Officials have counted 70 newborn ibex this year at the Pyrenees National Park (PNP) and nearby Ariege Regional Park in the craggy mountains that separate France and Spain.


The French population now stands at some 400 animals, though they are not the original Pyrenean Ibex, the last two of which in France were shot and killed in 1910.

The Pyrenean Ibex became totally extinct in 2000 when the last known female was found dead on the Spanish side.

The new goats are Western Spanish Ibex, another subspecies of the Iberian Ibex that began to be brought over from a Spanish reserve in 2014.

Recognizable by their long, curving horns, the ibex can easily scamper up cliffs in search of grass, leaves, and moss.

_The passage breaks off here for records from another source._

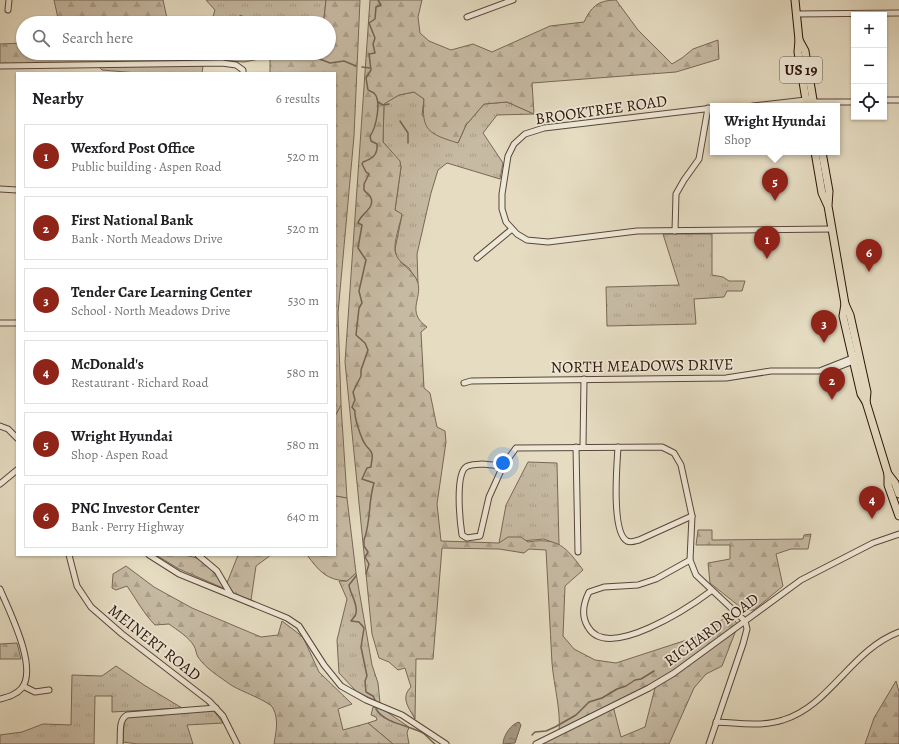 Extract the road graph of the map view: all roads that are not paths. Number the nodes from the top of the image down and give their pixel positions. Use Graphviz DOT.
graph roads {
  1 [pos="9,0"];
  2 [pos="513,0"];
  3 [pos="795,0"];
  4 [pos="8,10"];
  5 [pos="899,13"];
  6 [pos="796,14"];
  7 [pos="467,17"];
  8 [pos="0,66"];
  9 [pos="243,72"];
  10 [pos="887,100"];
  11 [pos="899,100"];
  12 [pos="851,102"];
  13 [pos="810,103"];
  14 [pos="832,103"];
  15 [pos="710,108"];
  16 [pos="710,112"];
  17 [pos="816,155"];
  18 [pos="823,155"];
  19 [pos="0,189"];
  20 [pos="16,190"];
  21 [pos="828,206"];
  22 [pos="512,229"];
  23 [pos="832,229"];
  24 [pos="675,231"];
  25 [pos="477,258"];
  26 [pos="0,323"];
  27 [pos="16,323"];
  28 [pos="855,359"];
  29 [pos="584,379"];
  30 [pos="464,383"];
  31 [pos="0,426"];
  32 [pos="16,437"];
  33 [pos="583,446"];
  34 [pos="576,447"];
  35 [pos="618,447"];
  36 [pos="503,466"];
  37 [pos="16,471"];
  38 [pos="888,474"];
  39 [pos="0,484"];
  40 [pos="899,494"];
  41 [pos="692,516"];
  42 [pos="899,516"];
  43 [pos="899,534"];
  44 [pos="578,552"];
  45 [pos="69,556"];
  46 [pos="151,556"];
  47 [pos="199,556"];
  48 [pos="690,560"];
  49 [pos="0,589"];
  50 [pos="711,591"];
  51 [pos="231,595"];
  52 [pos="744,621"];
  53 [pos="899,632"];
  54 [pos="23,686"];
  55 [pos="49,690"];
  56 [pos="0,698"];
  57 [pos="216,708"];
  58 [pos="716,722"];
  59 [pos="120,744"];
  60 [pos="237,744"];
  61 [pos="446,744"];
  62 [pos="536,744"];
  63 [pos="709,744"];
  1 -- 4 [label="street"];
  2 -- 7 [label="street"];
  3 -- 6 [label="highway, US 19"];
  5 -- 6 [label="street"];
  6 -- 13 [label="highway, US 19"];
  8 -- 9 [label="street"];
  10 -- 11 [label="street"];
  12 -- 14 [label="street"];
  15 -- 22 [label="street, BROOKTREE ROAD"];
  16 -- 24 [label="street"];
  17 -- 21 [label="highway"];
  18 -- 21 [label="highway"];
  19 -- 20 [label="street"];
  21 -- 23 [label="highway"];
  22 -- 24 [label="street"];
  22 -- 25 [label="street"];
  23 -- 24 [label="street"];
  23 -- 28 [label="highway"];
  26 -- 27 [label="street"];
  28 -- 29 [label="street, NORTH MEADOWS DRIVE"];
  28 -- 38 [label="highway"];
  29 -- 30 [label="street, NORTH MEADOWS DRIVE"];
  29 -- 33 [label="street"];
  31 -- 32 [label="street"];
  33 -- 34 [label="street"];
  33 -- 35 [label="street"];
  34 -- 36 [label="street"];
  34 -- 44 [label="street"];
  35 -- 41 [label="street"];
  35 -- 41 [label="street"];
  36 -- 36 [label="street"];
  37 -- 39 [label="street"];
  38 -- 40 [label="highway"];
  38 -- 42 [label="highway"];
  41 -- 48 [label="street"];
  43 -- 52 [label="street, RICHARD ROAD"];
  45 -- 57 [label="street, MEINERT ROAD"];
  46 -- 51 [label="street"];
  47 -- 51 [label="street"];
  48 -- 50 [label="street"];
  48 -- 50 [label="street"];
  49 -- 54 [label="street"];
  50 -- 52 [label="street"];
  51 -- 61 [label="street"];
  52 -- 58 [label="street"];
  52 -- 62 [label="street, RICHARD ROAD"];
  53 -- 58 [label="street"];
  54 -- 55 [label="street"];
  54 -- 56 [label="street"];
  57 -- 59 [label="street"];
  57 -- 60 [label="street, MEINERT ROAD"];
  58 -- 63 [label="street"];
}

“In relation to the initial goal of establishing a viable core population, for now, we can say the operation has been a success,” Jerome Lafitte, head of fauna operations at the Pyrenees park, told AFP.

For Matthieu Cruege, director of the Ariege park: “These are majestic animals, and it really is exciting when you’re able to see them. The ibex really adds to the mountain tourism industry.”

New introductions are planned this fall in the Aspe valley closer to the Atlantic Ocean, while next year officials will attempt to diversify the genetic pool by adding ibex from other areas.

“We’ll have to wait another 30 years to see ibex all across the Pyrenees,” said Jean-Paul Crampe, a member of the PNP’s scientific committee.

“It’s a popular species — and it’s much easier to re-introduce than bears or wolves,” he said.